Natural Language Processing

Semantic Interpretation and Knowledge Extraction

Since 2010 I have been working on a system that performs semantic interpretation of biomedical texts and extracts knowledge from those interpretations. There isn't a publication yet, but I prepared a presentation for an early version of the system in 2011. [PDF presentation]

In 2013, for a class project, I modified the system to incorporate some aspects of machine learning in order to learn some rules that I had previously been writing by hand. I'm no longer pursuing this line of research though I may in the future in a different way. The paper and presentation also include a more up-to-date summary of the system than the presentation above. [PDF paper] [PDF presentation]

Presentations and Summaries of Published Papers

I presented on/summarized the following papers during two courses on natural language understanding at UCF.

Presentation Original Paper
PDF, 2011 Linking genes to literature: text mining, information extraction, and retrieval applications for biology. (Krallinger et al., 2008, Genome Biology)
PDF, 2011 Extracting protein interactions from text with the unified AkaneRE event extraction system. (Saetre et al., 2010, IEEE/ACM Transaction on Computational Biology and Bioinformatics)
PDF, 2008 Noun Homograph Disambiguation Using Local Context in Large Text Corpora. (Hearst, 1991, The Proceedings of the 7th Annual Conference of the UW Centre for the New OED and Text Research: Using Corpora, Oxford)
PDF, 2008 Senselearner: Minimally supervised word sense disambiguation for all words in open text. (Mihalcea and Faruque, 2004, In Proceedings of ACL/SIGLEX Senseval-3)
Summary Original Paper
PDF, 2008 Automatic acquisition of hyponyms from large text corpora. (Hearst, 1992, COLING '92 Proceedings of the 14th conference on Computational linguistics - Volume 2)

Knowledge-Lean Approaches to Word Sense Disambiguation (2009)
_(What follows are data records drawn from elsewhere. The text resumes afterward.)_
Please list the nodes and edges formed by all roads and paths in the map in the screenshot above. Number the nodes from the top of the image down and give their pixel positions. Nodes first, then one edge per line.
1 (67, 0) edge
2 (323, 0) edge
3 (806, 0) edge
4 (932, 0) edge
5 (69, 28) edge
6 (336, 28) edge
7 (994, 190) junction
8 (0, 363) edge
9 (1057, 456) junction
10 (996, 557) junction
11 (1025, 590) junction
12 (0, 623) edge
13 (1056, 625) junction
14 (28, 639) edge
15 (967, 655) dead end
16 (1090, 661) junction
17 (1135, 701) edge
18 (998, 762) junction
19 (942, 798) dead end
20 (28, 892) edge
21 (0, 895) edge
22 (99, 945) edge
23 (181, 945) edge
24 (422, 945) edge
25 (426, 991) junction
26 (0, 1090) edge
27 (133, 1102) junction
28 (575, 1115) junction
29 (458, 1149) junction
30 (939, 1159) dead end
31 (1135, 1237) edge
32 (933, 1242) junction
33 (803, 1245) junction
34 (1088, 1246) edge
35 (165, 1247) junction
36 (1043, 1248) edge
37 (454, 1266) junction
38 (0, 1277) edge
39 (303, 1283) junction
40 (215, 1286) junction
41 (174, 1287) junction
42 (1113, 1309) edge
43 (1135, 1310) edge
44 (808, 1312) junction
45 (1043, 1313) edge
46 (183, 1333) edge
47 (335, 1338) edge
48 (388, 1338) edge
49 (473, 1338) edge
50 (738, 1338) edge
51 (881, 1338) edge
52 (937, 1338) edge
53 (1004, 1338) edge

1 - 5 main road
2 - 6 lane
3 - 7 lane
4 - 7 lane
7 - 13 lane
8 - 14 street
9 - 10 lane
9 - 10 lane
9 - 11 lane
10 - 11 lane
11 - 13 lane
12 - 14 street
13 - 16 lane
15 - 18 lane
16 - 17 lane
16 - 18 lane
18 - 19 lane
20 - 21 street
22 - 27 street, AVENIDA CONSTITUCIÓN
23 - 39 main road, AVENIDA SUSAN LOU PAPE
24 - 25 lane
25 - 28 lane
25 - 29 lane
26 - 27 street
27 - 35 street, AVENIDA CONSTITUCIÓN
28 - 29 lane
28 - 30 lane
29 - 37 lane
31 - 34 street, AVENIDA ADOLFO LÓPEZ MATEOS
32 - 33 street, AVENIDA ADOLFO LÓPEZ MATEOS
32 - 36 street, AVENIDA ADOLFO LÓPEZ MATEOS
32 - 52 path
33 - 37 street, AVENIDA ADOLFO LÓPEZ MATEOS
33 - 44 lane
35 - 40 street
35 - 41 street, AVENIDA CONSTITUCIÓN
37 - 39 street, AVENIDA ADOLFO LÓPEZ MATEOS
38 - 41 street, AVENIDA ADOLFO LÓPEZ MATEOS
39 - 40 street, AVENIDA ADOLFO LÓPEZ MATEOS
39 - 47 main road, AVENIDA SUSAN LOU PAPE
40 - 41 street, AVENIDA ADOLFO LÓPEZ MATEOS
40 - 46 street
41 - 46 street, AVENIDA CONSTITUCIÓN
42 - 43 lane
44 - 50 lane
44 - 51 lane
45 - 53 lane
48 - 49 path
Download the paper or the presentation.

Abstract

This paper summarizes and discusses five different papers on knowledge-lean word sense disambiguation. Four of the papers have to do with Word Sense Induction (WSI), which is word sense disambiguation except with the additional task of discovering word senses automatically without relying on an external lexicon. The other paper is an example of word sense disambiguation that uses very little knowledge.

Presenting: A Brief Introduction to NLTK

In 2011, I prepared these slides to introduce AI students to using NLTK and Python for NLP.